▶ _WORK INSTRUCTION_:
Where a line holds the word "image", copy that line from the data below.

▶ _Dataset entries_:
Content starts

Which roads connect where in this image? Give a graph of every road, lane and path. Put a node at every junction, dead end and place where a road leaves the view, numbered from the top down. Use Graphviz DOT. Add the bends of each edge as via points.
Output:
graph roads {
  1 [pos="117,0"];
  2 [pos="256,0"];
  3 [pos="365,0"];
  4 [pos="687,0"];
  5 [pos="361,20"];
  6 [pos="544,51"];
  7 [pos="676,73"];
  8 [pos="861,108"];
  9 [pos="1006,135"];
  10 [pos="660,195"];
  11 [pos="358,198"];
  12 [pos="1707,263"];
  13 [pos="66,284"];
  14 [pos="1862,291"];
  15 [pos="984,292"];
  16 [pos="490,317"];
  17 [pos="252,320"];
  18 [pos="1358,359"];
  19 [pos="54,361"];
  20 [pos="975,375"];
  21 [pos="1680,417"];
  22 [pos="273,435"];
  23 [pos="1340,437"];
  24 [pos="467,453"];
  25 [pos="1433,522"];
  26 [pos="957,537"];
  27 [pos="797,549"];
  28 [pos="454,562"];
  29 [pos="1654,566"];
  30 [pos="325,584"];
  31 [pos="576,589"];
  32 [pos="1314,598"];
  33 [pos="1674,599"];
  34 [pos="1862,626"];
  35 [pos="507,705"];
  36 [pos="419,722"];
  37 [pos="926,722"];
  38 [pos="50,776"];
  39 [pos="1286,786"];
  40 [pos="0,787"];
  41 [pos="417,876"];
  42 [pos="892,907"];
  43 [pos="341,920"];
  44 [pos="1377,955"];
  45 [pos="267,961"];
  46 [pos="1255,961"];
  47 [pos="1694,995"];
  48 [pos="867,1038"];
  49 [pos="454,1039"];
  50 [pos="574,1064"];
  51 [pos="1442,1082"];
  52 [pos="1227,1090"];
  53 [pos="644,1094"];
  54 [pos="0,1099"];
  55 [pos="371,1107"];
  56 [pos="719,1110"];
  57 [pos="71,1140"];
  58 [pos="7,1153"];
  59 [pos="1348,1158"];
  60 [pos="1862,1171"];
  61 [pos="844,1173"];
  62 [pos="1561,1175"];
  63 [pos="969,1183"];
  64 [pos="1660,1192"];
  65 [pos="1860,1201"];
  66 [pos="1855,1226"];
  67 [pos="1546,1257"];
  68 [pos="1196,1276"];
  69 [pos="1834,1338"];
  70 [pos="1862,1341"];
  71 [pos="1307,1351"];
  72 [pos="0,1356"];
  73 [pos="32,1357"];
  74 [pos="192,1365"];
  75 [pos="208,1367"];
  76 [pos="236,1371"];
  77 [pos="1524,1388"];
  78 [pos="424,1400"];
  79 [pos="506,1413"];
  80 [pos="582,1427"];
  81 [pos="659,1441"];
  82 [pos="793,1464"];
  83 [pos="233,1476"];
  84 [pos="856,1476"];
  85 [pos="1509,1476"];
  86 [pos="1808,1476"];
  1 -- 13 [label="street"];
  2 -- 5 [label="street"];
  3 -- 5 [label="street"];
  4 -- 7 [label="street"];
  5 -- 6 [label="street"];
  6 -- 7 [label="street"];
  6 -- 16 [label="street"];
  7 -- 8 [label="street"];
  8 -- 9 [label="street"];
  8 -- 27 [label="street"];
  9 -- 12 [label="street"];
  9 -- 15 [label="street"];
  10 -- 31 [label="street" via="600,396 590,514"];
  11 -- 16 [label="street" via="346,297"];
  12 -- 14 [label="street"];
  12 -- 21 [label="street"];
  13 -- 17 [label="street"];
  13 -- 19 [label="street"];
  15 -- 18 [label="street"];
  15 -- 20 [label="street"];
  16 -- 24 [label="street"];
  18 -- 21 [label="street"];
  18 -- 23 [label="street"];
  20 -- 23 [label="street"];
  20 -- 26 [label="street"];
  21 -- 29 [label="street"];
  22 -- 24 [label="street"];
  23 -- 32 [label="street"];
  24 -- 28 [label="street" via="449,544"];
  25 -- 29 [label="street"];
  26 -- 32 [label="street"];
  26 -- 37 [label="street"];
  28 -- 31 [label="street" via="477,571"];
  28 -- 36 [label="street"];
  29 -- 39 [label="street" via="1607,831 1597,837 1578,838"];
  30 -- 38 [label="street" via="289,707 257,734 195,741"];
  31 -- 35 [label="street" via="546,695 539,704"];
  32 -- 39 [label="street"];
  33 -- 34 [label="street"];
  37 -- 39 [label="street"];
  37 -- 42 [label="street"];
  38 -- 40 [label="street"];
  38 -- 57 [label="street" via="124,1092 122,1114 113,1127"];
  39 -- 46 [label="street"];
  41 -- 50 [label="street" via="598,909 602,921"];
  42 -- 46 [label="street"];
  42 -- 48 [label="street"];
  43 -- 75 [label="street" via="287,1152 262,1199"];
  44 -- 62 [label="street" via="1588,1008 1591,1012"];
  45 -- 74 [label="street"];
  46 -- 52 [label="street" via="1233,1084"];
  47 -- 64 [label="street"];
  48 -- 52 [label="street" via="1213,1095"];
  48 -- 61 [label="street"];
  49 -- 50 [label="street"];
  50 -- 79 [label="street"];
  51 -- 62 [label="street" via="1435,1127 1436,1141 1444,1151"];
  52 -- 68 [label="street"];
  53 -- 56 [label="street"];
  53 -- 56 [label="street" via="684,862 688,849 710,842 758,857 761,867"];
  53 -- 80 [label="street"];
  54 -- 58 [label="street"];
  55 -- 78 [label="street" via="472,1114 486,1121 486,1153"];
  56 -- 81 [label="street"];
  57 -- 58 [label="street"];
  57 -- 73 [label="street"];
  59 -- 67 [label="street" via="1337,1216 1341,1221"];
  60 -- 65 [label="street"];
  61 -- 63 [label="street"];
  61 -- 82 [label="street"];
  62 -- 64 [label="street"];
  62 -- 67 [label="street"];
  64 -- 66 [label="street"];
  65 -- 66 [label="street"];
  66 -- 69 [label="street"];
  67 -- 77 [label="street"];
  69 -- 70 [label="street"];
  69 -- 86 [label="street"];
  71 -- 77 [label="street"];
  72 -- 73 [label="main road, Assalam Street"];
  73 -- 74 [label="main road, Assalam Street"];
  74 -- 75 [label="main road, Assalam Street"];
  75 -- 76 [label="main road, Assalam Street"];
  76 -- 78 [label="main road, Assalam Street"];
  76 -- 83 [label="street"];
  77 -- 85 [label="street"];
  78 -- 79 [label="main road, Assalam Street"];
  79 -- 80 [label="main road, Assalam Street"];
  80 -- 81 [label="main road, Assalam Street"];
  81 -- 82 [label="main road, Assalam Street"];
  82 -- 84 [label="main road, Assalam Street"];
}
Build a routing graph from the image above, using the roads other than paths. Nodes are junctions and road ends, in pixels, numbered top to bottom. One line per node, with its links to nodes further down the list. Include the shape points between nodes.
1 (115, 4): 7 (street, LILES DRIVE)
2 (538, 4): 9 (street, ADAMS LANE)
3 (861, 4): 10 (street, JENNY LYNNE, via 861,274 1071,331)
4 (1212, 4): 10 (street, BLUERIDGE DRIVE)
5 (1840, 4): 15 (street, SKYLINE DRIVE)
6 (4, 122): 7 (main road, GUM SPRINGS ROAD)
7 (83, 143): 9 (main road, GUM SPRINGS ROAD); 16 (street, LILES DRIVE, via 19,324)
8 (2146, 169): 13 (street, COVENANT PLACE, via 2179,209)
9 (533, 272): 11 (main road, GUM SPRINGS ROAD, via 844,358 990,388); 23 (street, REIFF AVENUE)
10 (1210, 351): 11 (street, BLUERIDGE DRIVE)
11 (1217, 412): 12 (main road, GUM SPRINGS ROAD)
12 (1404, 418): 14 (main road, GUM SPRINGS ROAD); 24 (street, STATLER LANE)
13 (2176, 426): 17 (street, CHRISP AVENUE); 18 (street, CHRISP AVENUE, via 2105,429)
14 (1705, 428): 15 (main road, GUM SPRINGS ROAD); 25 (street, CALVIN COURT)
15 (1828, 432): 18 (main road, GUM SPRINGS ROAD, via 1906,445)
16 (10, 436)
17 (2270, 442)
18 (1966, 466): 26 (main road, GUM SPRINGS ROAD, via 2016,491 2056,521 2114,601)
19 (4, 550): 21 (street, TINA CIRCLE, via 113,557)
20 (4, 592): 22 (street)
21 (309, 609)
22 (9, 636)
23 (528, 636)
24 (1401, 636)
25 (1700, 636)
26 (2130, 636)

Content ends

▶ _RESULT_:
Which roads connect where in this image? Give a graph of every road, lane and path. Put a node at every junction, dead end and place where a road leaves the view, numbered from the top down. Use Graphviz DOT. Add the bends of each edge as via points.
Build a routing graph from the image above, using the roads other than paths. Nodes are junctions and road ends, in pixels, numbered top to bottom. One line per node, with its links to nodes further down the list. Include the shape points between nodes.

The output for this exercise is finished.